#### [EXERCISE BRIEF]
Transcribe every record below word for word.

#### [PROVIDED DATA]
• • • •
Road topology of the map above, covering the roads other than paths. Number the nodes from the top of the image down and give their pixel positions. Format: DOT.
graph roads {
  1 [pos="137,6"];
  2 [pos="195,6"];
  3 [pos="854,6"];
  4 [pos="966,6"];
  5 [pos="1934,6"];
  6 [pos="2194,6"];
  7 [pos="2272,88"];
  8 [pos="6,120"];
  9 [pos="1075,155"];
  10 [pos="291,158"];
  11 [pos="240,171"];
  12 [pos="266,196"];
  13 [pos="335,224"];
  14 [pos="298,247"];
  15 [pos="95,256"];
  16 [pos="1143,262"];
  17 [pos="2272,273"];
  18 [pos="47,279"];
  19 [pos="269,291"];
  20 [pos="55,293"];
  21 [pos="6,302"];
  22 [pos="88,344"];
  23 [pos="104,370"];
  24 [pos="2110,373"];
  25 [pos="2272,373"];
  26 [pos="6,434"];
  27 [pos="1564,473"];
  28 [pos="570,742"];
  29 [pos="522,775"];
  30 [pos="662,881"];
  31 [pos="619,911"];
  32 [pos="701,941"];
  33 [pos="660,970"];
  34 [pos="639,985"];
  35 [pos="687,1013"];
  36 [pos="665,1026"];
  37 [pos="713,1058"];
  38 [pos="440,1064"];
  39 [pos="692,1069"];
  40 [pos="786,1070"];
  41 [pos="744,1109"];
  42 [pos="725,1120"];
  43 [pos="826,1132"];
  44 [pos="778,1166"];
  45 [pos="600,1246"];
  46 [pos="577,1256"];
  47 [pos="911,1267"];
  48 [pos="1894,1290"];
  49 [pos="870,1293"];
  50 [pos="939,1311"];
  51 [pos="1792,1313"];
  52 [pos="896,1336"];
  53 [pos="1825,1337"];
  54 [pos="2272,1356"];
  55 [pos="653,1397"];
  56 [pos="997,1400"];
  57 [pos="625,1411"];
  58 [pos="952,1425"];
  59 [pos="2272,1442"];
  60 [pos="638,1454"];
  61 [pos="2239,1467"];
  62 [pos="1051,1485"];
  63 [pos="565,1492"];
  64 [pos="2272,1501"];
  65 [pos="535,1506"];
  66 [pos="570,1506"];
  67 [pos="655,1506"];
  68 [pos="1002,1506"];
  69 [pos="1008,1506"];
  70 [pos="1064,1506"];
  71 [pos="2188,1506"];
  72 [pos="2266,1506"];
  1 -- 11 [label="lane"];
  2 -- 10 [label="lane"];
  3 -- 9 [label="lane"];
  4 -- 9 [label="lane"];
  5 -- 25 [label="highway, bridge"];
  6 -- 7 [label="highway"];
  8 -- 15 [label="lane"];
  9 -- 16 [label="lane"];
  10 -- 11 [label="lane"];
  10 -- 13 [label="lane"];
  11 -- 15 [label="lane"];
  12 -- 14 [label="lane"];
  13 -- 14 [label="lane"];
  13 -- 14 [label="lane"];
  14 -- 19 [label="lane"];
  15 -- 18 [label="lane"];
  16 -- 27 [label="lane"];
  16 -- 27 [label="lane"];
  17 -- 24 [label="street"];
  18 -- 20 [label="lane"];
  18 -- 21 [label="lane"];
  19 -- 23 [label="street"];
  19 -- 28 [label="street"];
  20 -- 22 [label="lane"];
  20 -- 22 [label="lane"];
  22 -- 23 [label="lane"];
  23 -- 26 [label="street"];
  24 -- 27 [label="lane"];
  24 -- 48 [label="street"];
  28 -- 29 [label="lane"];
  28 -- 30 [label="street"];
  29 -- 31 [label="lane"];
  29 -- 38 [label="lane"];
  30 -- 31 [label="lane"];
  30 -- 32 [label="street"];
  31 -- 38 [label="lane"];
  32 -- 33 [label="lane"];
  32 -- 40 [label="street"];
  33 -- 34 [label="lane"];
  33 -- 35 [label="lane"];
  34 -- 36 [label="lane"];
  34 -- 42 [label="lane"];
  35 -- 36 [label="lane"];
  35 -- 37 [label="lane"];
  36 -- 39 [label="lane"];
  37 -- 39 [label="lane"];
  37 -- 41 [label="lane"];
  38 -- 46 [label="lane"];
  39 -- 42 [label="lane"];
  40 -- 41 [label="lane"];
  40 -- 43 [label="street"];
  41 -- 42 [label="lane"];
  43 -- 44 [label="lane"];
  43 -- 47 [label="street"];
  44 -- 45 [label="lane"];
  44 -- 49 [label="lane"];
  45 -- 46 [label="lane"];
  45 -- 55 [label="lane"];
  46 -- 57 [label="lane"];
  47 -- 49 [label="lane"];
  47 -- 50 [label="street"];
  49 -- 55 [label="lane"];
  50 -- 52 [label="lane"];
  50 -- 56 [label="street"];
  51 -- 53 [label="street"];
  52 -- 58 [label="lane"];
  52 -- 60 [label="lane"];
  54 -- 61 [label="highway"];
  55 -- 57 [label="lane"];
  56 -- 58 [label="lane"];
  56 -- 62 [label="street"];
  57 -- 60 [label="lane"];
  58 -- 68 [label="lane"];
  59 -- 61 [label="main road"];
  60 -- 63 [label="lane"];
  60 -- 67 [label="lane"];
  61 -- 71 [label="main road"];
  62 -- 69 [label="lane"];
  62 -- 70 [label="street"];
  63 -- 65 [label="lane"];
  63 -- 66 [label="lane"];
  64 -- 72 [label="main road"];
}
• • • •
#### [WORKED SOLUTION]
Road topology of the map above, covering the roads other than paths. Number the nodes from the top of the image down and give their pixel positions. Format: DOT.
graph roads {
  1 [pos="137,6"];
  2 [pos="195,6"];
  3 [pos="854,6"];
  4 [pos="966,6"];
  5 [pos="1934,6"];
  6 [pos="2194,6"];
  7 [pos="2272,88"];
  8 [pos="6,120"];
  9 [pos="1075,155"];
  10 [pos="291,158"];
  11 [pos="240,171"];
  12 [pos="266,196"];
  13 [pos="335,224"];
  14 [pos="298,247"];
  15 [pos="95,256"];
  16 [pos="1143,262"];
  17 [pos="2272,273"];
  18 [pos="47,279"];
  19 [pos="269,291"];
  20 [pos="55,293"];
  21 [pos="6,302"];
  22 [pos="88,344"];
  23 [pos="104,370"];
  24 [pos="2110,373"];
  25 [pos="2272,373"];
  26 [pos="6,434"];
  27 [pos="1564,473"];
  28 [pos="570,742"];
  29 [pos="522,775"];
  30 [pos="662,881"];
  31 [pos="619,911"];
  32 [pos="701,941"];
  33 [pos="660,970"];
  34 [pos="639,985"];
  35 [pos="687,1013"];
  36 [pos="665,1026"];
  37 [pos="713,1058"];
  38 [pos="440,1064"];
  39 [pos="692,1069"];
  40 [pos="786,1070"];
  41 [pos="744,1109"];
  42 [pos="725,1120"];
  43 [pos="826,1132"];
  44 [pos="778,1166"];
  45 [pos="600,1246"];
  46 [pos="577,1256"];
  47 [pos="911,1267"];
  48 [pos="1894,1290"];
  49 [pos="870,1293"];
  50 [pos="939,1311"];
  51 [pos="1792,1313"];
  52 [pos="896,1336"];
  53 [pos="1825,1337"];
  54 [pos="2272,1356"];
  55 [pos="653,1397"];
  56 [pos="997,1400"];
  57 [pos="625,1411"];
  58 [pos="952,1425"];
  59 [pos="2272,1442"];
  60 [pos="638,1454"];
  61 [pos="2239,1467"];
  62 [pos="1051,1485"];
  63 [pos="565,1492"];
  64 [pos="2272,1501"];
  65 [pos="535,1506"];
  66 [pos="570,1506"];
  67 [pos="655,1506"];
  68 [pos="1002,1506"];
  69 [pos="1008,1506"];
  70 [pos="1064,1506"];
  71 [pos="2188,1506"];
  72 [pos="2266,1506"];
  1 -- 11 [label="lane"];
  2 -- 10 [label="lane"];
  3 -- 9 [label="lane"];
  4 -- 9 [label="lane"];
  5 -- 25 [label="highway, bridge"];
  6 -- 7 [label="highway"];
  8 -- 15 [label="lane"];
  9 -- 16 [label="lane"];
  10 -- 11 [label="lane"];
  10 -- 13 [label="lane"];
  11 -- 15 [label="lane"];
  12 -- 14 [label="lane"];
  13 -- 14 [label="lane"];
  13 -- 14 [label="lane"];
  14 -- 19 [label="lane"];
  15 -- 18 [label="lane"];
  16 -- 27 [label="lane"];
  16 -- 27 [label="lane"];
  17 -- 24 [label="street"];
  18 -- 20 [label="lane"];
  18 -- 21 [label="lane"];
  19 -- 23 [label="street"];
  19 -- 28 [label="street"];
  20 -- 22 [label="lane"];
  20 -- 22 [label="lane"];
  22 -- 23 [label="lane"];
  23 -- 26 [label="street"];
  24 -- 27 [label="lane"];
  24 -- 48 [label="street"];
  28 -- 29 [label="lane"];
  28 -- 30 [label="street"];
  29 -- 31 [label="lane"];
  29 -- 38 [label="lane"];
  30 -- 31 [label="lane"];
  30 -- 32 [label="street"];
  31 -- 38 [label="lane"];
  32 -- 33 [label="lane"];
  32 -- 40 [label="street"];
  33 -- 34 [label="lane"];
  33 -- 35 [label="lane"];
  34 -- 36 [label="lane"];
  34 -- 42 [label="lane"];
  35 -- 36 [label="lane"];
  35 -- 37 [label="lane"];
  36 -- 39 [label="lane"];
  37 -- 39 [label="lane"];
  37 -- 41 [label="lane"];
  38 -- 46 [label="lane"];
  39 -- 42 [label="lane"];
  40 -- 41 [label="lane"];
  40 -- 43 [label="street"];
  41 -- 42 [label="lane"];
  43 -- 44 [label="lane"];
  43 -- 47 [label="street"];
  44 -- 45 [label="lane"];
  44 -- 49 [label="lane"];
  45 -- 46 [label="lane"];
  45 -- 55 [label="lane"];
  46 -- 57 [label="lane"];
  47 -- 49 [label="lane"];
  47 -- 50 [label="street"];
  49 -- 55 [label="lane"];
  50 -- 52 [label="lane"];
  50 -- 56 [label="street"];
  51 -- 53 [label="street"];
  52 -- 58 [label="lane"];
  52 -- 60 [label="lane"];
  54 -- 61 [label="highway"];
  55 -- 57 [label="lane"];
  56 -- 58 [label="lane"];
  56 -- 62 [label="street"];
  57 -- 60 [label="lane"];
  58 -- 68 [label="lane"];
  59 -- 61 [label="main road"];
  60 -- 63 [label="lane"];
  60 -- 67 [label="lane"];
  61 -- 71 [label="main road"];
  62 -- 69 [label="lane"];
  62 -- 70 [label="street"];
  63 -- 65 [label="lane"];
  63 -- 66 [label="lane"];
  64 -- 72 [label="main road"];
}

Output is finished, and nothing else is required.